» **Work task**
Go through the listing that follows and write it out exactly. Drop the pictures.

=== Begin Enclosure ===

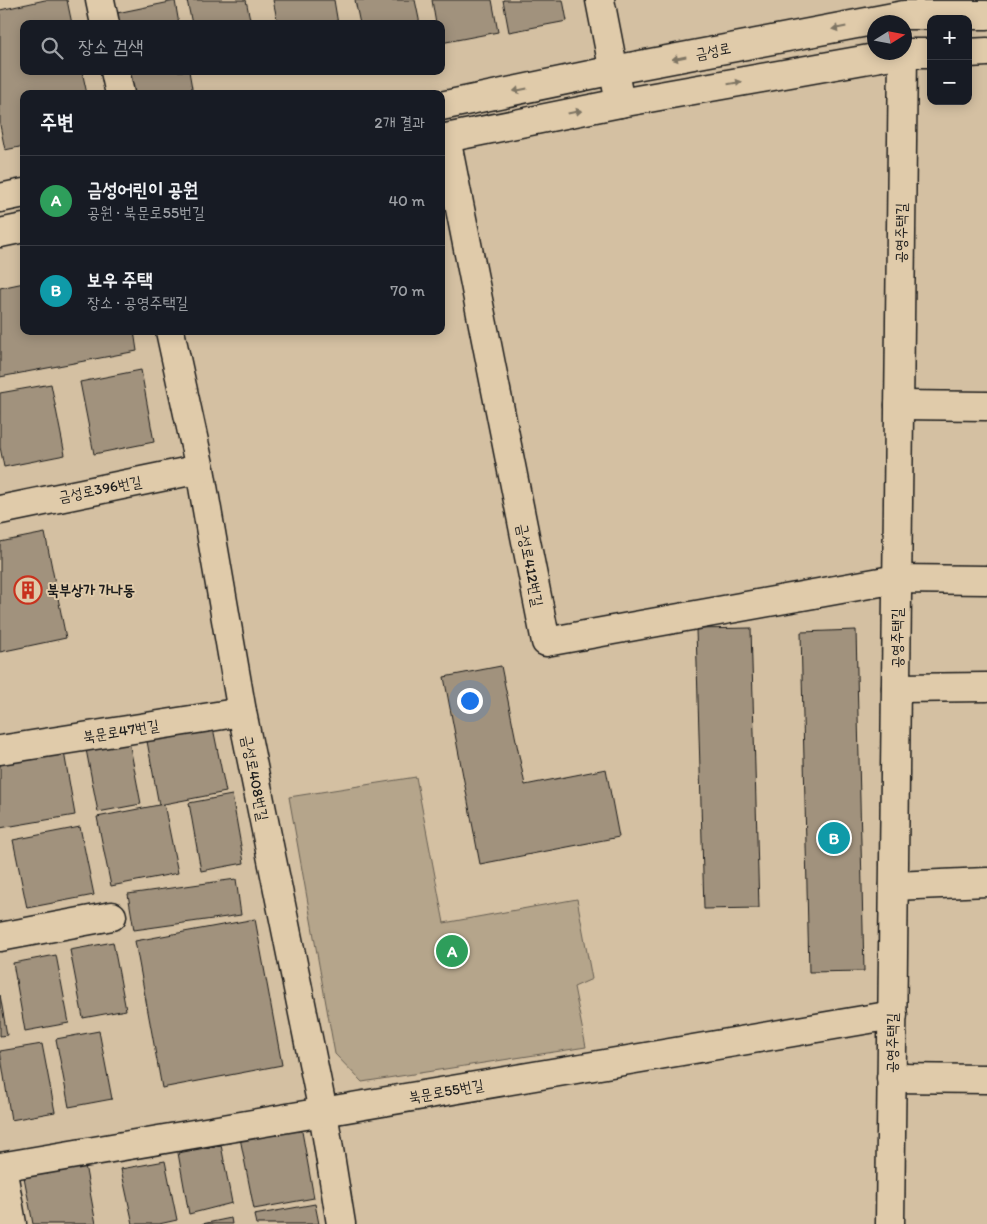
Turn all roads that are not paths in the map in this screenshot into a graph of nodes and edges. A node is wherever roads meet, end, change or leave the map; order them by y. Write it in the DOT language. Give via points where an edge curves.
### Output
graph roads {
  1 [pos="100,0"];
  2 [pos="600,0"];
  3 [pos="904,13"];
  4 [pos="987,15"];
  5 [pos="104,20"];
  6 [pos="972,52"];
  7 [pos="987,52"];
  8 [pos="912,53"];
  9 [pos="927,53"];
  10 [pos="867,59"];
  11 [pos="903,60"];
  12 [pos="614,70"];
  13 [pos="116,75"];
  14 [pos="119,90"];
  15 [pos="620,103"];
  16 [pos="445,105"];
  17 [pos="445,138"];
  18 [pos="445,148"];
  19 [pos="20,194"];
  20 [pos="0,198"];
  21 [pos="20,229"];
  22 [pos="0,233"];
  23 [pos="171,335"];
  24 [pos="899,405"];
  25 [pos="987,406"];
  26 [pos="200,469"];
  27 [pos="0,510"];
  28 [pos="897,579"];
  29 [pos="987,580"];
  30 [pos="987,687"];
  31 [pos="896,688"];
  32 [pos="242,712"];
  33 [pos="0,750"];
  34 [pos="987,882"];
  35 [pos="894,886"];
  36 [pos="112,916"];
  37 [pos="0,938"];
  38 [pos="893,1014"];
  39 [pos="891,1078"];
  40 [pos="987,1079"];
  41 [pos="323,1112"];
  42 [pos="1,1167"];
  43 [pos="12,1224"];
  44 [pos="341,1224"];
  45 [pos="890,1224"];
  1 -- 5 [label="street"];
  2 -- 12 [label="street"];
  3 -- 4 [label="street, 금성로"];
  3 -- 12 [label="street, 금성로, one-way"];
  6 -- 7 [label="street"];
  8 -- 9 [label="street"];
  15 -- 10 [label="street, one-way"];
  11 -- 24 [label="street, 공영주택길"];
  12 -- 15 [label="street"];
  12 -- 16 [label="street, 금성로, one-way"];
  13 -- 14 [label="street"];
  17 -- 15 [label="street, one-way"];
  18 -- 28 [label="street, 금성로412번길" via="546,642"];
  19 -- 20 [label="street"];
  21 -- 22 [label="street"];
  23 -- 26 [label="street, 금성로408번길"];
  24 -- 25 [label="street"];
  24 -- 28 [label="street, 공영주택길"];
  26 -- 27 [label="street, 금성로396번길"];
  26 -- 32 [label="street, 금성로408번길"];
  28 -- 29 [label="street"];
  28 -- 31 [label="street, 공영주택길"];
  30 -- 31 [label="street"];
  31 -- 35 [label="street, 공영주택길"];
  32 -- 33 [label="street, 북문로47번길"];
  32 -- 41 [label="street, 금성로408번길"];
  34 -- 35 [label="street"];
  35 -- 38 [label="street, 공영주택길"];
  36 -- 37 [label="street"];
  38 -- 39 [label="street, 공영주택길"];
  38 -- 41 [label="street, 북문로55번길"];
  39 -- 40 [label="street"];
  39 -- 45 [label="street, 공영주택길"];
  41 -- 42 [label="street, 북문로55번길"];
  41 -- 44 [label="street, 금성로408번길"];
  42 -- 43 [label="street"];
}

=== End Enclosure ===

» **Exercise solution**
Turn all roads that are not paths in the map in this screenshot into a graph of nodes and edges. A node is wherever roads meet, end, change or leave the map; order them by y. Write it in the DOT language. Give via points where an edge curves.
### Output
graph roads {
  1 [pos="100,0"];
  2 [pos="600,0"];
  3 [pos="904,13"];
  4 [pos="987,15"];
  5 [pos="104,20"];
  6 [pos="972,52"];
  7 [pos="987,52"];
  8 [pos="912,53"];
  9 [pos="927,53"];
  10 [pos="867,59"];
  11 [pos="903,60"];
  12 [pos="614,70"];
  13 [pos="116,75"];
  14 [pos="119,90"];
  15 [pos="620,103"];
  16 [pos="445,105"];
  17 [pos="445,138"];
  18 [pos="445,148"];
  19 [pos="20,194"];
  20 [pos="0,198"];
  21 [pos="20,229"];
  22 [pos="0,233"];
  23 [pos="171,335"];
  24 [pos="899,405"];
  25 [pos="987,406"];
  26 [pos="200,469"];
  27 [pos="0,510"];
  28 [pos="897,579"];
  29 [pos="987,580"];
  30 [pos="987,687"];
  31 [pos="896,688"];
  32 [pos="242,712"];
  33 [pos="0,750"];
  34 [pos="987,882"];
  35 [pos="894,886"];
  36 [pos="112,916"];
  37 [pos="0,938"];
  38 [pos="893,1014"];
  39 [pos="891,1078"];
  40 [pos="987,1079"];
  41 [pos="323,1112"];
  42 [pos="1,1167"];
  43 [pos="12,1224"];
  44 [pos="341,1224"];
  45 [pos="890,1224"];
  1 -- 5 [label="street"];
  2 -- 12 [label="street"];
  3 -- 4 [label="street, 금성로"];
  3 -- 12 [label="street, 금성로, one-way"];
  6 -- 7 [label="street"];
  8 -- 9 [label="street"];
  15 -- 10 [label="street, one-way"];
  11 -- 24 [label="street, 공영주택길"];
  12 -- 15 [label="street"];
  12 -- 16 [label="street, 금성로, one-way"];
  13 -- 14 [label="street"];
  17 -- 15 [label="street, one-way"];
  18 -- 28 [label="street, 금성로412번길" via="546,642"];
  19 -- 20 [label="street"];
  21 -- 22 [label="street"];
  23 -- 26 [label="street, 금성로408번길"];
  24 -- 25 [label="street"];
  24 -- 28 [label="street, 공영주택길"];
  26 -- 27 [label="street, 금성로396번길"];
  26 -- 32 [label="street, 금성로408번길"];
  28 -- 29 [label="street"];
  28 -- 31 [label="street, 공영주택길"];
  30 -- 31 [label="street"];
  31 -- 35 [label="street, 공영주택길"];
  32 -- 33 [label="street, 북문로47번길"];
  32 -- 41 [label="street, 금성로408번길"];
  34 -- 35 [label="street"];
  35 -- 38 [label="street, 공영주택길"];
  36 -- 37 [label="street"];
  38 -- 39 [label="street, 공영주택길"];
  38 -- 41 [label="street, 북문로55번길"];
  39 -- 40 [label="street"];
  39 -- 45 [label="street, 공영주택길"];
  41 -- 42 [label="street, 북문로55번길"];
  41 -- 44 [label="street, 금성로408번길"];
  42 -- 43 [label="street"];
}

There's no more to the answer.